Des hommes arrêtés par le régime. La vraie inquiétude porte sur le sort des hommes entre 15 et 55 ans. Environ 400 d’entre eux, sortis du quartier assiégé, ont été interpellés par les forces du régime de Bachar al-Assad, qui voit en eux de potentiels combattants rebelles. Ils ont été transportés dans une école proche pour y être interrogés. Ces arrestations ont suscité l’émotion, notamment de la France, qui a réclamé leur libération "dans les plus brefs délais" le 13 février dernier.

Depuis, certains ont été libérés, mais pas tous. Et des enfants se trouvent avec eux, "car la situation de leur père ou de leurs frères est toujours en train d’être passée sous revue", selon l’Unicef, le Fonds des Nations unies pour l’enfance, qui réclame la "libération accélérée" des enfants. Samedi, le gouverneur de la province de Homs est sorti de son silence pour assurer que les hommes encore retenus allaient recevoir… des cours de religion pour "modifier leur interprétation erronée de l’islam".

D’autres craignent de sortir.
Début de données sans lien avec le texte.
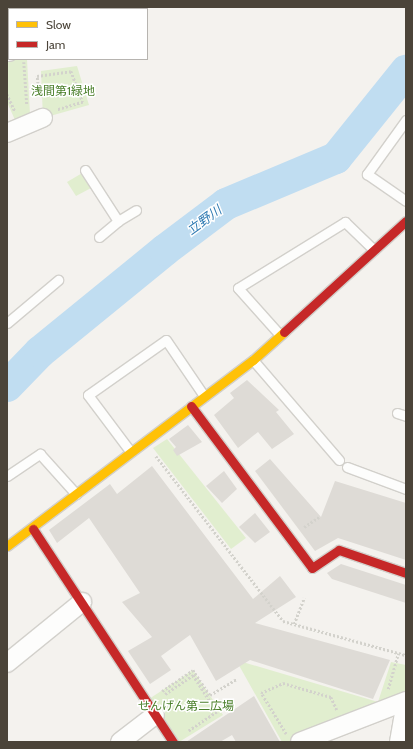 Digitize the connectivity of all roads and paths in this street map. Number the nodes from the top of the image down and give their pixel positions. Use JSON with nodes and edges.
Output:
{"nodes":[{"id":1,"x":22,"y":60,"type":"edge"},
{"id":2,"x":7,"y":94,"type":"edge"},
{"id":3,"x":46,"y":110,"type":"junction"},
{"id":4,"x":27,"y":111,"type":"dead end"},
{"id":5,"x":17,"y":115,"type":"dead end"},
{"id":6,"x":406,"y":120,"type":"edge"},
{"id":7,"x":7,"y":133,"type":"edge"},
{"id":8,"x":84,"y":170,"type":"dead end"},
{"id":9,"x":406,"y":201,"type":"edge"},
{"id":10,"x":136,"y":210,"type":"dead end"},
{"id":11,"x":118,"y":221,"type":"junction"},
{"id":12,"x":406,"y":221,"type":"edge"},
{"id":13,"x":99,"y":237,"type":"dead end"},
{"id":14,"x":375,"y":251,"type":"junction"},
{"id":15,"x":58,"y":280,"type":"dead end"},
{"id":16,"x":7,"y":323,"type":"edge"},
{"id":17,"x":280,"y":336,"type":"junction"},
{"id":18,"x":253,"y":360,"type":"junction"},
{"id":19,"x":204,"y":396,"type":"junction"},
{"id":20,"x":190,"y":406,"type":"junction"},
{"id":21,"x":144,"y":441,"type":"junction"},
{"id":22,"x":130,"y":451,"type":"junction"},
{"id":23,"x":340,"y":460,"type":"dead end"},
{"id":24,"x":347,"y":467,"type":"dead end"},
{"id":25,"x":7,"y":476,"type":"edge"},
{"id":26,"x":406,"y":489,"type":"edge"},
{"id":27,"x":76,"y":494,"type":"junction"},
{"id":28,"x":33,"y":529,"type":"junction"},
{"id":29,"x":7,"y":546,"type":"edge"},
{"id":30,"x":406,"y":573,"type":"edge"},
{"id":31,"x":304,"y":598,"type":"dead end"},
{"id":32,"x":82,"y":602,"type":"junction"},
{"id":33,"x":294,"y":624,"type":"junction"},
{"id":34,"x":398,"y":653,"type":"junction"},
{"id":35,"x":406,"y":655,"type":"edge"},
{"id":36,"x":7,"y":662,"type":"edge"},
{"id":37,"x":237,"y":679,"type":"dead end"},
{"id":38,"x":160,"y":692,"type":"junction"},
{"id":39,"x":387,"y":695,"type":"dead end"},
{"id":40,"x":406,"y":702,"type":"edge"},
{"id":41,"x":151,"y":708,"type":"junction"},
{"id":42,"x":338,"y":714,"type":"dead end"},
{"id":43,"x":184,"y":734,"type":"dead end"},
{"id":44,"x":304,"y":740,"type":"edge"},
{"id":45,"x":120,"y":742,"type":"edge"},
{"id":46,"x":174,"y":742,"type":"edge"},
{"id":47,"x":399,"y":742,"type":"edge"}],
"edges":[{"from":1,"to":4,"type":"path"},
{"from":2,"to":5,"type":"path"},
{"from":3,"to":3,"type":"path"},
{"from":3,"to":7,"type":"street"},
{"from":6,"to":9,"type":"lane"},
{"from":8,"to":11,"type":"lane"},
{"from":10,"to":11,"type":"lane"},
{"from":11,"to":13,"type":"lane"},
{"from":12,"to":14,"type":"street"},
{"from":14,"to":17,"type":"street"},
{"from":14,"to":17,"type":"lane"},
{"from":15,"to":16,"type":"lane"},
{"from":17,"to":18,"type":"street"},
{"from":18,"to":19,"type":"street"},
{"from":18,"to":23,"type":"lane"},
{"from":19,"to":20,"type":"street"},
{"from":19,"to":22,"type":"lane"},
{"from":20,"to":21,"type":"street"},
{"from":20,"to":30,"type":"street"},
{"from":21,"to":22,"type":"street"},
{"from":21,"to":33,"type":"path"},
{"from":22,"to":27,"type":"street"},
{"from":24,"to":26,"type":"lane"},
{"from":25,"to":27,"type":"lane"},
{"from":27,"to":28,"type":"street"},
{"from":28,"to":29,"type":"street"},
{"from":28,"to":32,"type":"street"},
{"from":31,"to":33,"type":"path"},
{"from":32,"to":36,"type":"street"},
{"from":32,"to":41,"type":"street"},
{"from":33,"to":34,"type":"path"},
{"from":34,"to":35,"type":"path"},
{"from":34,"to":39,"type":"path"},
{"from":37,"to":38,"type":"path"},
{"from":38,"to":41,"type":"path"},
{"from":38,"to":43,"type":"path"},
{"from":40,"to":44,"type":"street"},
{"from":40,"to":47,"type":"street"},
{"from":41,"to":45,"type":"street"},
{"from":41,"to":46,"type":"street"},
{"from":42,"to":44,"type":"path"}]} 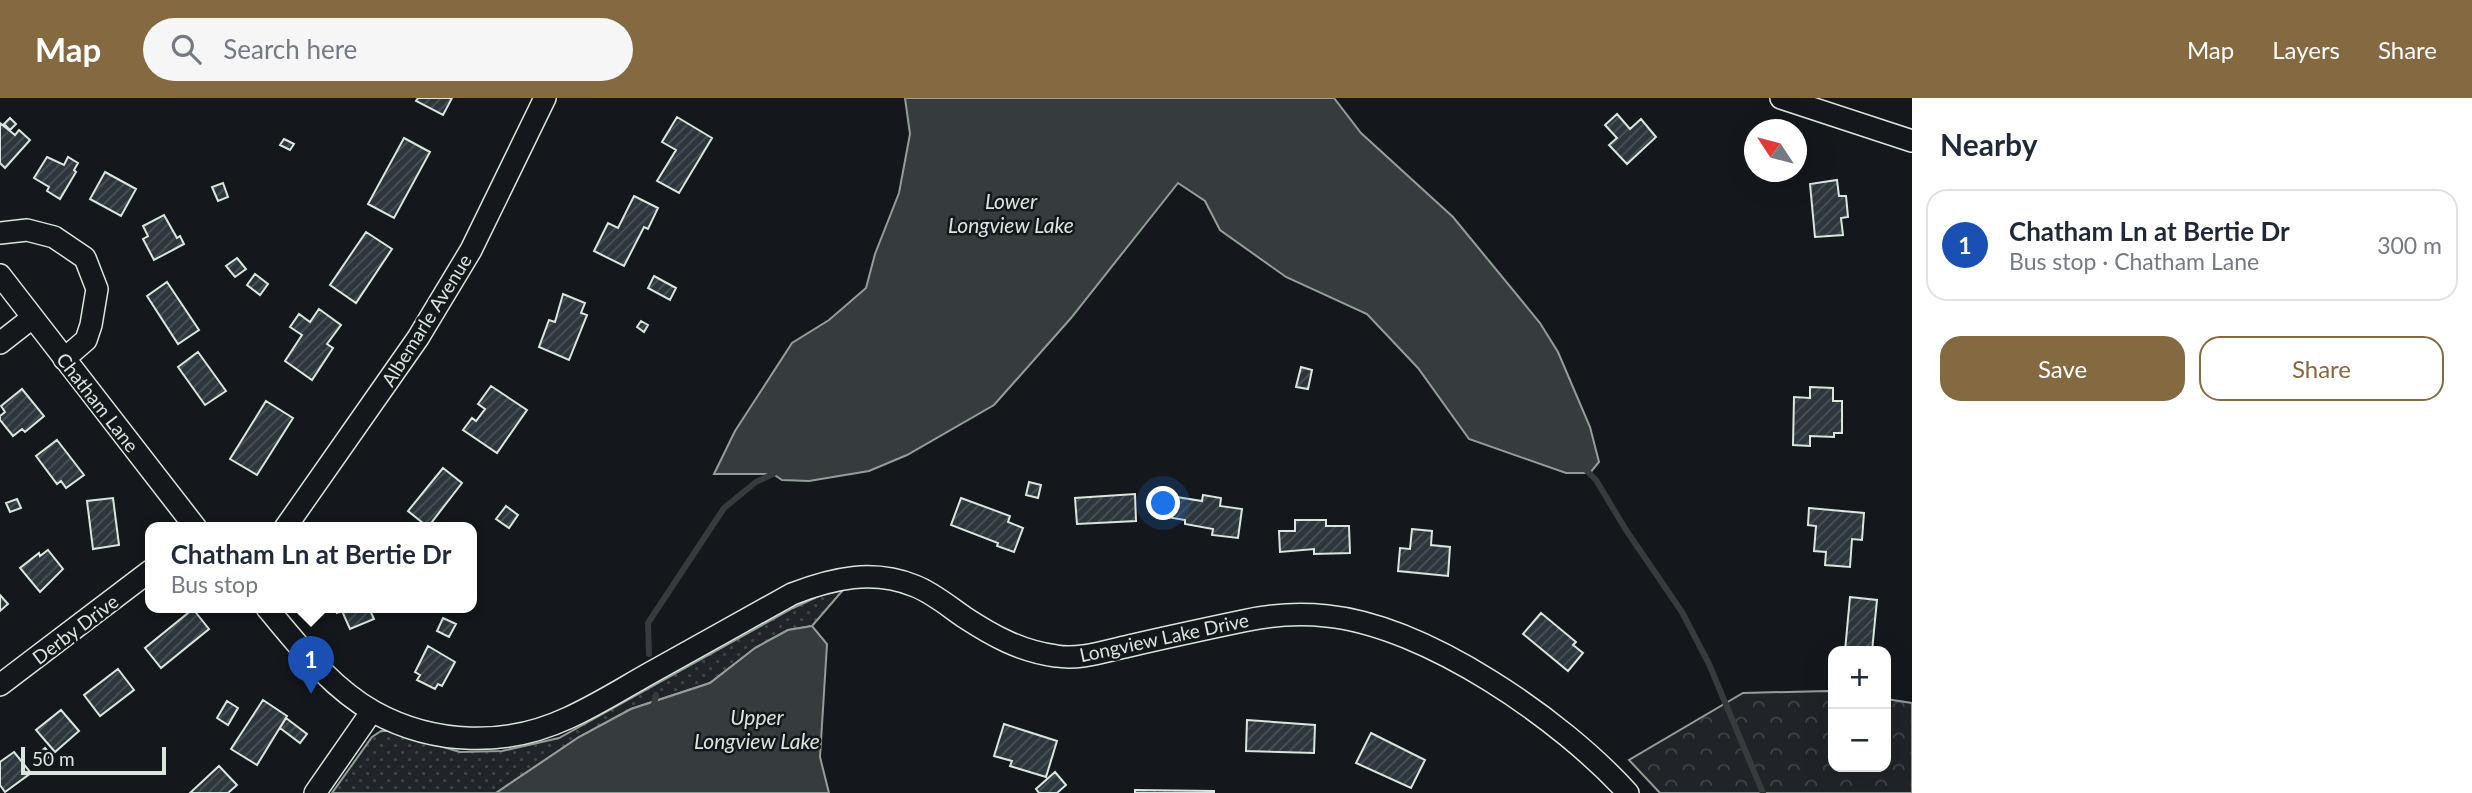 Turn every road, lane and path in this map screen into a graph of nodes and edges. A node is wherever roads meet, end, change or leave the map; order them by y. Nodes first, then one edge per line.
1 (545, 98) edge
2 (1781, 98) edge
3 (1912, 141) edge
4 (0, 233) edge
5 (0, 275) edge
6 (32, 318) junction
7 (0, 343) edge
8 (64, 359) junction
9 (191, 522) edge
10 (289, 522) edge
11 (145, 575) edge
12 (271, 613) edge
13 (0, 685) edge
14 (372, 711) junction
15 (315, 793) edge
16 (1628, 793) edge

1 - 10 street, Albemarle Avenue
2 - 3 street
4 - 8 street
5 - 6 street, Chatham Lane
6 - 7 street
6 - 8 street, Chatham Lane
8 - 9 street, Chatham Lane
11 - 13 street, Derby Drive
12 - 14 street
14 - 15 street
14 - 16 street, Longview Lake Drive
Conséquence de ces arrestations : des combattants anti-régime ont préféré ne pas sortir de la Vieille ville, de peur d’être arrêtés par les forces syriennes. D’après l’AFP, ils seraient environ 60 ans. Au total, il resterait encore entre 2.500 et 3.000 personnes dans la zone assiégée. Dans son dernier bulletin humanitaire, l’ONU exprime son inquiétude et se demande "s'ils seront autorisés à partir, et si leur choix de partir ou de rester est volontaire". Pour les nourrir, le PAM a réussi à faire rentrer des rations familiales ainsi que de la farine, souligne Elisabeth Byrs.

Des évacués quittent Homs.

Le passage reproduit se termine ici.